Processing of satellite observations (satellites / std)

Description

The present plugin manages satellite observations. This includes:

  • applying averaging kernel formulae

  • unfolding satellite levels to individual observations to extract proper levels from models

  • vertically interpolating simulated values to averaging kernels’ pressure levels

  • optionally, for domains not extending to the top of the atmosphere, fetching stratospheric concentrations from another dataset

The satellites transform is triggered according to keywords in the yml file. In the datavect paragraph, one should format a satellites paragraph as follows:

#####################
# pyCIF config file #
#####################

# Define here all parameters for pyCIF following YAML syntax
# For details on YAML syntax, please see:
# http://docs.ansible.com/ansible/latest/YAMLSyntax.html

###############################################################################
# pyCIF parameters

###############################################################################

datavect:
  components:
    satellites:
      parameters:
        NO2:
          chosenlev: 0
          correct_pthick: false
          cropstrato: true
          dir: /tmp/PYCIF_DATA_TEST/CHIMERE/ACADOK
          extend_surf: false
          file: 'monitor_OMIQA4ECV_NO2_ACADOK.%Y%m%d.9H.nc'
          fill_strato: true
          formula: 2
          molmass: 10
          nchunks: 2
          pressure: Pa
    stratosphere:
      parameters:
        NO2:
          plugin:
            name: ECMWF
            type: fields
            version: grib2
          dir: '/tmp/PYCIF_DATA_TEST//RAW//ECMWF/europe160/%Y/%m/'
          file: 'macc.160europe.%Y%m%d0000%H.grb2'
          regrid:
            method: bilinear
          unit_conversion:
            scale: 1810375000.0
          varname: co2

The stratosphere paragraph is optional and is required only with the option fill_strato.

Note

The detailed expected satellite observation file format is explained here.

Yaml arguments

The following arguments are used to configure the plugin. pyCIF will return an exception at the initialization if mandatory arguments are not specified, or if any argument does not fit accepted values or type:

Mandatory arguments

formula: (mandatory)

Number of the formula to use to apply the averaging kernels. Here is the detail of each variable:

  • \(nlevsat\) the number of levels of the satellite,

  • \(y\) the equivalent of the satellite data,

  • \(y^s\) the simulated concentrations interpolated on these levels,

  • \(\Delta P_i\) the pressure thicknesses of these levels [remark: if the thicknesses are not provided directly, this implies that the pressures for the sides of the levels are provided, including the surface pressure for the bottom of the lowest level],

  • \(y^0_i\) the prior concentrations on these levels (prior profile),

  • \(ak_i\) the averaging kernels and if relevant,

  • \(chosenlev\) the number of the level of the chosen partial column.

Available formulae are:

accepted values:

  • 1: Formula 1: \(y= \frac{\sum_{i=1}^{nlevsat}y^s_i \Delta P_i ak_i}{\sum_{i=1}^{nlevsat}\Delta P_i ak_i}\)

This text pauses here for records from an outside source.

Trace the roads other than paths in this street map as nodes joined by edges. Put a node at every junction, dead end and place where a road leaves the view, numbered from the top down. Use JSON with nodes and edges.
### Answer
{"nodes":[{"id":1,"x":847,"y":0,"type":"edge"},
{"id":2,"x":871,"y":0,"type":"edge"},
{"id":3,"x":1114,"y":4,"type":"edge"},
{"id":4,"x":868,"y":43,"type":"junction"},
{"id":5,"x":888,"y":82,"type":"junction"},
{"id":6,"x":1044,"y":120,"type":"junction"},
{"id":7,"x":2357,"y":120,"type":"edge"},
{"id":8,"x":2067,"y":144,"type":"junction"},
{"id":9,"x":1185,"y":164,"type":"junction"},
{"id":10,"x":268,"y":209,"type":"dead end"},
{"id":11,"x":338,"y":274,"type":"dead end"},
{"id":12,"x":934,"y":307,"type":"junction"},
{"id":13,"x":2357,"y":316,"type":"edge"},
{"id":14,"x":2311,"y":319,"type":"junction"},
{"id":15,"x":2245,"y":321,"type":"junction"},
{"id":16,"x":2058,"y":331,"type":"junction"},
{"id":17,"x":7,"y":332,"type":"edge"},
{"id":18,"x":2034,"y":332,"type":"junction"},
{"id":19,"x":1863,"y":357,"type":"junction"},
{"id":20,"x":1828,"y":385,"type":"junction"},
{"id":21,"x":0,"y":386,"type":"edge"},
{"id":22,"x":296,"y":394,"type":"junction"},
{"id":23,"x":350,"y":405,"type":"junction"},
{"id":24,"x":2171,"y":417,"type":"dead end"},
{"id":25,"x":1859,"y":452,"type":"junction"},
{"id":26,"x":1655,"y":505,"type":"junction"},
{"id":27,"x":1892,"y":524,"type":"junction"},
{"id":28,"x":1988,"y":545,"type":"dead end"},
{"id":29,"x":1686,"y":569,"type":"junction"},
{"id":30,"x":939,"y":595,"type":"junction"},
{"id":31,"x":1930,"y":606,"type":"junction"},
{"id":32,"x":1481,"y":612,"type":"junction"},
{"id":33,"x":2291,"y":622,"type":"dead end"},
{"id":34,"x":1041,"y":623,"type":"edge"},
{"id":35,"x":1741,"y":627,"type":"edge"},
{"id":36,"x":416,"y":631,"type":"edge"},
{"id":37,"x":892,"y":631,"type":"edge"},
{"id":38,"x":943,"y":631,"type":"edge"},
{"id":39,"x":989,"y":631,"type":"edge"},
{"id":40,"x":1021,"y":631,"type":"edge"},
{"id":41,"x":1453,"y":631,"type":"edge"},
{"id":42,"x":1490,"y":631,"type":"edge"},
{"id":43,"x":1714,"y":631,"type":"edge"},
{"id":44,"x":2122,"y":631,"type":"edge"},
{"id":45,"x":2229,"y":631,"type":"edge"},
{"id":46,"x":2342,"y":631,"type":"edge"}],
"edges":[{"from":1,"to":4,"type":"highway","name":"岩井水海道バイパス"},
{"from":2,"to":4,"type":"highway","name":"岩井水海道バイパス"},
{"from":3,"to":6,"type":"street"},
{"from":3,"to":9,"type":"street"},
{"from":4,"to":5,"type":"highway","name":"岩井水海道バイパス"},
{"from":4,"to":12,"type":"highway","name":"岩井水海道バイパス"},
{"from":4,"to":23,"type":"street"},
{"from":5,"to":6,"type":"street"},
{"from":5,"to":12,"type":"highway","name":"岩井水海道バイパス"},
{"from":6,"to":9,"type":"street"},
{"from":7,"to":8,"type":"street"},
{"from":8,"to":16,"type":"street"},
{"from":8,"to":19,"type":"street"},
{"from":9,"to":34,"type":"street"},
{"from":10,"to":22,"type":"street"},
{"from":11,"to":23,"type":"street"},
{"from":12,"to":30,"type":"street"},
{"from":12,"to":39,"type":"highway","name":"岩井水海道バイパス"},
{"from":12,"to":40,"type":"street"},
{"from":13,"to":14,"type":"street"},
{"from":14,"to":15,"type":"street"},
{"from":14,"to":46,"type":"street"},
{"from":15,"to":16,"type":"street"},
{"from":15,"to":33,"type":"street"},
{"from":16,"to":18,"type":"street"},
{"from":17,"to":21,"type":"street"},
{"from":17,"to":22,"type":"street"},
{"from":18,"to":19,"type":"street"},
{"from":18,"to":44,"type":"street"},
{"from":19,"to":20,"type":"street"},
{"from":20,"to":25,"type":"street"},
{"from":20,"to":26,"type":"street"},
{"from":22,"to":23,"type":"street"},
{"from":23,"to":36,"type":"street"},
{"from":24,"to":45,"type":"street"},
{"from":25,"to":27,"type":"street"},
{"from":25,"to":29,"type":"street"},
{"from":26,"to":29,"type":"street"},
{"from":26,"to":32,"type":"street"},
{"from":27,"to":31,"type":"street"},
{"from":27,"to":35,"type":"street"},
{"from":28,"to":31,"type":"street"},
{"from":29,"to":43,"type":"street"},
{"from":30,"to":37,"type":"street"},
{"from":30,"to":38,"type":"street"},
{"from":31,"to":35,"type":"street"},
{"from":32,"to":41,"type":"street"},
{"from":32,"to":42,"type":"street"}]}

  • 2: Formula 2: \(y= \sum_{i=1}^{nlevsat}y^s_i ak_i\)

  • 3: Formula 3: \(y= 10^{\left(\log y^0_{chosenlev}+\sum_{i=1}^{nlevsat}(\log y^s_i-\log y^0_i)ak_i\right)}\)

  • 4: Formula 4: \(y= \sum_{i=1}^{nlevsat}y^s_i ak_i 10^3\)

  • 5: Formula 5: \(y= \frac{y^0+\sum_{i=1}^{nlevsat}ak_i(y_{dry,i}^s.dryair_i-y^0_i)}{dryair_{tot}}\)

  • 8: Formula 8: \(y= \sum_{i=1}^{nlevsat} \left( ak_i(y_i^s - y^0_i) \right) + y^0_{chosenlev}\)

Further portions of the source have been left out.